Uns pressentem novos tempos, outros, os mais antigos e imemoriais: a nova ordem econômica no caos dos desejos políticos; a velha sexualidade sob nova legislação.

Marx e seus amiguinhos pensadores observaram que os homens burgueses, além de dispor dos meios de produção, das relações de produção, o capital, o espaço físico, a terra, e o trabalho, a mão-de-obra, a vida humana, dispunham ainda da sexualidade em todo tipo de plano machista: isto é, o direito na marra de submeter a sua própria senhora burguesa a seus caprichos penianos, variações aqui pouco importam, se elas deviam ficar em casa, aprender piano ou francês, enfim, o direito de submeter qualquer mulher.

Os burgueses, desde o fim do feudalismo, tiveram acesso, também sem punição, à sexualidade das mulheres das classes sociais inferiores no campo das relações econômicas.

Marx e seus amiguinhos, alguns mais espirituais, ou espirituosos, ou literários, observaram que, como se não bastasse tanto poder econômico e machista, os burgueses tinham como um de seus prazeres o de submeter mulheres pertencentes a outros burgueses, seus concorrentes. Eu domino a minha e ganho a tua, xará.

Se havia impunidade da Justiça até nesse duelo de posse da mulher do próximo (havia o duelo real entre dois homens), pode-se imaginar o tamanho da facilidade de obtenção e submissão das mulheres pobres, nada de prostitutas desesperadas, mas mulheres recatadas, resignadas, humildes, sonhadoras e românticas.

São inúmeros os exemplos de jovens e homens maduros ricos submetendo mulheres jovens e mesmo adolescentes sem que a sociedade feudal jamais os ameaçasse ou pegasse.

Em Memorias del Subdesarrollo há um corte nisso, talvez inconsciente da parte do diretor Tomás Gutierrez Alea, talvez ao acaso, ao léu. Alea jacta est... Mas a revolução moralista e mesmo jesuítica de Fidel e Che Guevara tinha e tem uma visão quase castiça em termos de sexualidade ideal.

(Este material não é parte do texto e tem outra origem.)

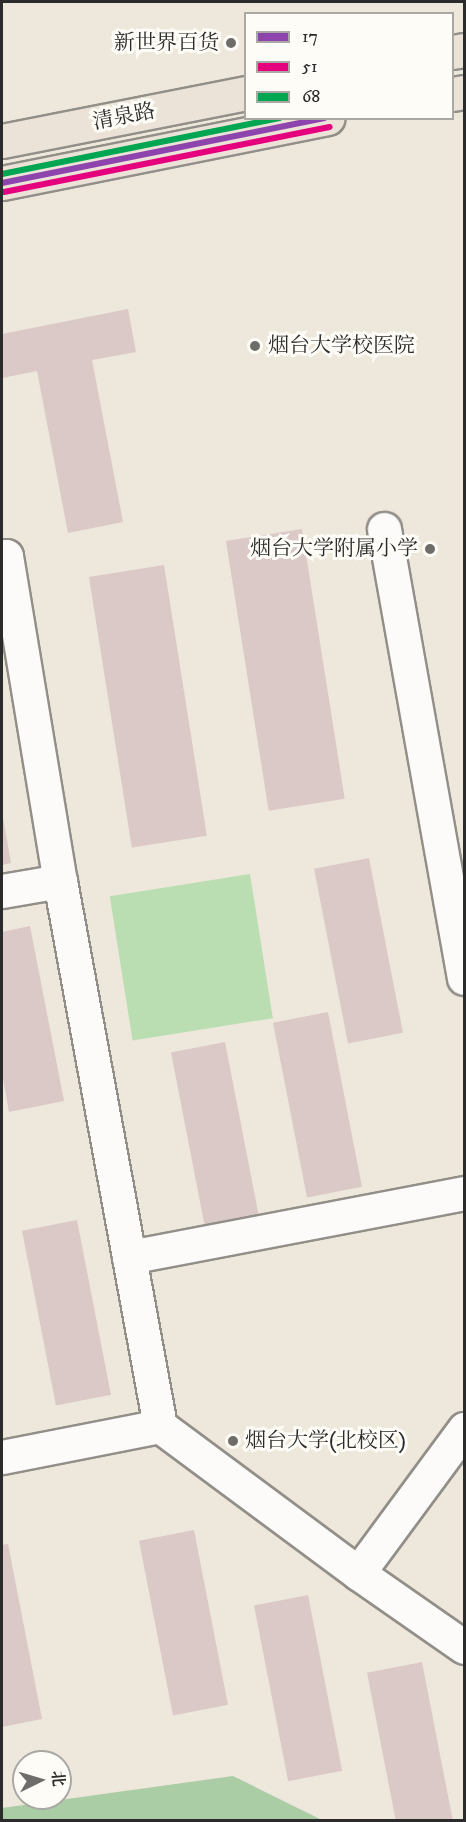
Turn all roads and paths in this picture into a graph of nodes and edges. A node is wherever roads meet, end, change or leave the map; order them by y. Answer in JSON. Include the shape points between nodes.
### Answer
{"nodes":[{"id":1,"x":244,"y":93,"type":"edge"},
{"id":2,"x":317,"y":120,"type":"edge"},
{"id":3,"x":2,"y":141,"type":"edge"},
{"id":4,"x":2,"y":183,"type":"edge"},
{"id":5,"x":384,"y":529,"type":"dead end"},
{"id":6,"x":2,"y":557,"type":"edge"},
{"id":7,"x":60,"y":881,"type":"junction"},
{"id":8,"x":2,"y":891,"type":"edge"},
{"id":9,"x":465,"y":978,"type":"edge"},
{"id":10,"x":465,"y":1193,"type":"edge"},
{"id":11,"x":129,"y":1257,"type":"junction"},
{"id":12,"x":160,"y":1426,"type":"junction"},
{"id":13,"x":465,"y":1429,"type":"edge"},
{"id":14,"x":2,"y":1457,"type":"edge"},
{"id":15,"x":358,"y":1573,"type":"junction"},
{"id":16,"x":465,"y":1647,"type":"edge"}],
"edges":[{"from":1,"to":3,"type":"main road","name":"清泉路"},
{"from":2,"to":4,"type":"main road","name":"清泉路"},
{"from":5,"to":9,"type":"street"},
{"from":6,"to":7,"type":"street","via":[[6,556]]},
{"from":7,"to":8,"type":"street"},
{"from":7,"to":11,"type":"street"},
{"from":10,"to":11,"type":"street"},
{"from":11,"to":12,"type":"street"},
{"from":12,"to":14,"type":"street"},
{"from":12,"to":15,"type":"street"},
{"from":13,"to":15,"type":"street"},
{"from":15,"to":16,"type":"street"}]}
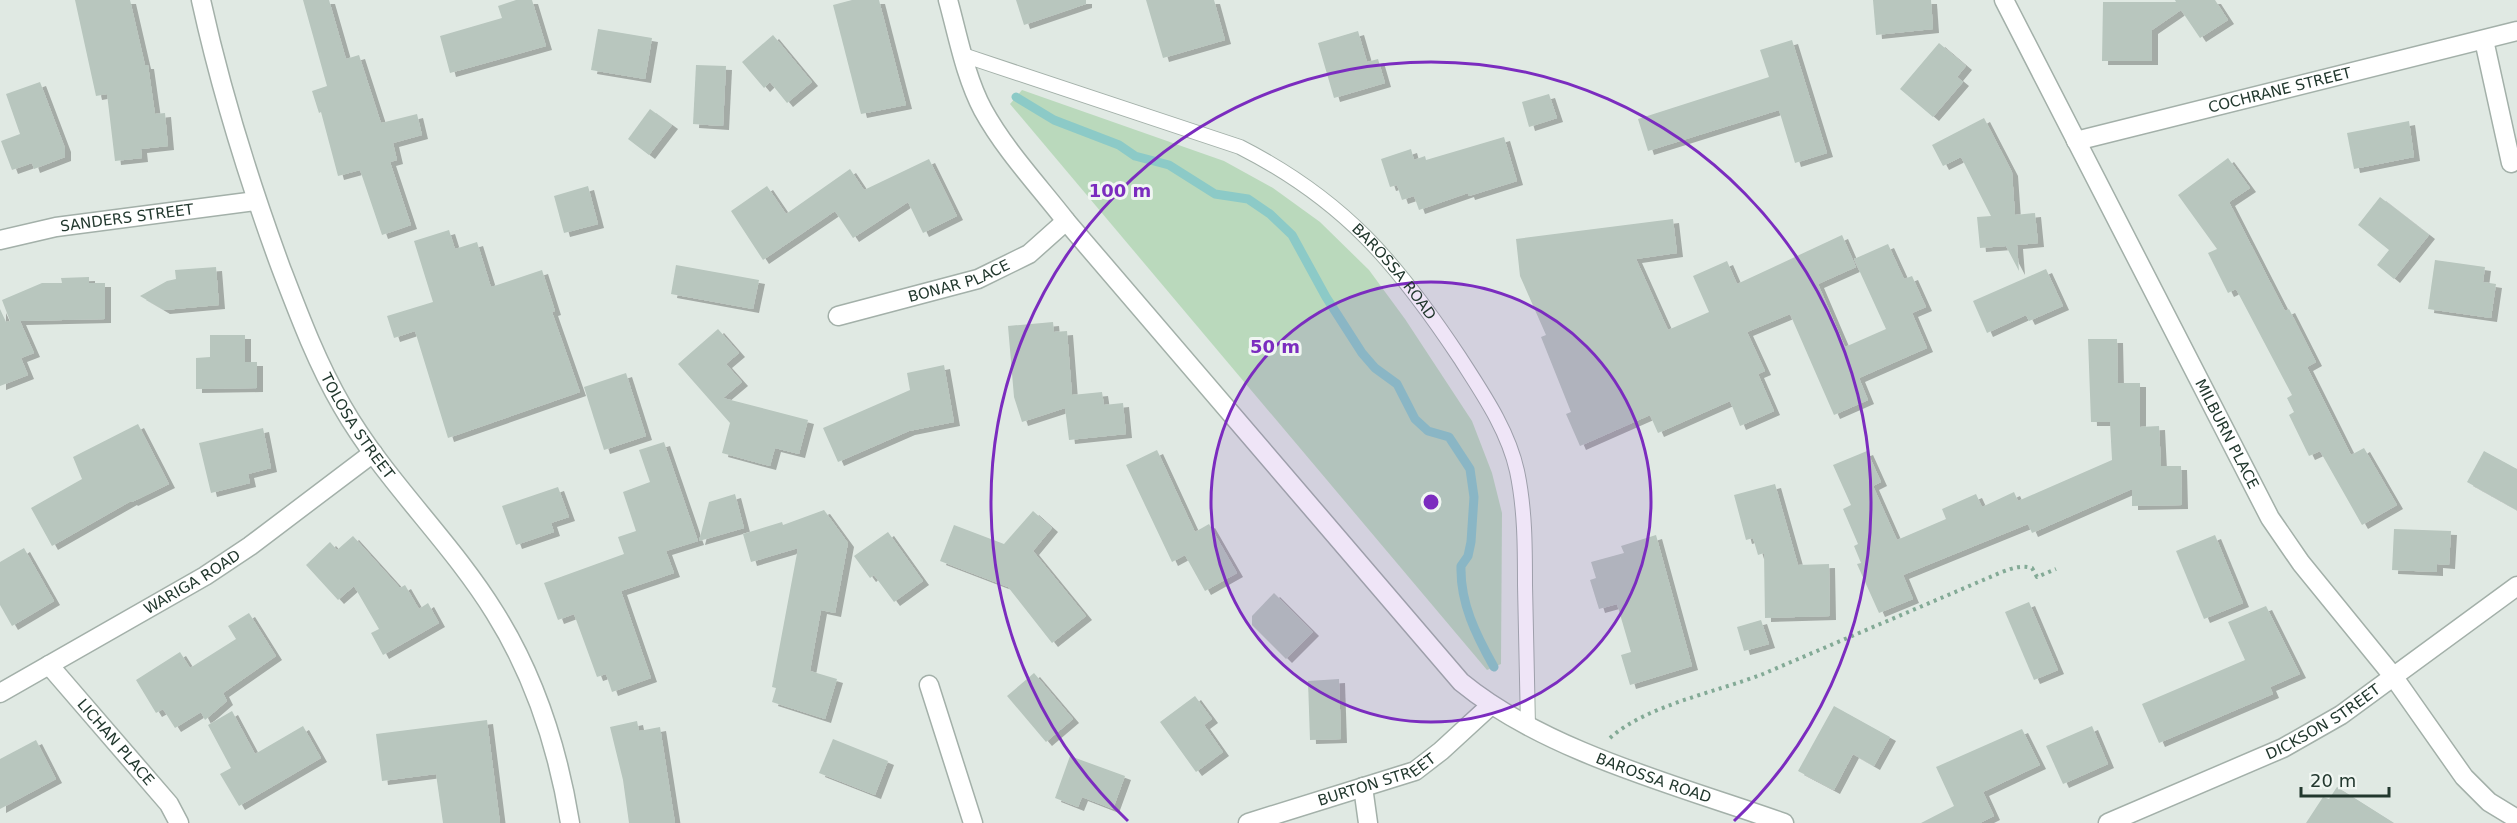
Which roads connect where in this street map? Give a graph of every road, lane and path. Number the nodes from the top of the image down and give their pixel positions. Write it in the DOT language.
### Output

Fidel foi até um tipo assanhado, mesmo aqui no Rio de Janeiro, exatos 50 anos atrás (há um texto neste Correio da Lapa sobre a festa carioca de maio de 1959). Fidel escapou no meio de uma recepção com champanhe e scotch, levando uma representante da alta burguesia para praticar jogos de azar num mirante cenacular qualquer da Cidade Maravilhosa numa calliente madrugada. A festa que começou nos contrafortes do Corcovado, na altura do do Humaitá, terminou sabe-se Deus onde, mas disseram à época os precursores do colunismo mundano que a noite foi boa e rolou de tudo. Por isso nem sempre dar para dizer que o que Fidel faz é sempre o que ele diz.

Apesar de tantos problemas econômicos, o fato é que em Cuba, segundo relatos, não conheço a Ilha Comunista, a sexualidade é mais recatada do que no universo pop desses tempos de Youtube e vale-tudo pelo lucro na globalização. Talvez seja por esse recato ideal que em Cuba a prostituição de hoje se assemelhe à mais velha das profissões com estilo de décadas atrás em países capitalistas, ou seja, prostituição tão real e presente quanto escondida, não-assumida.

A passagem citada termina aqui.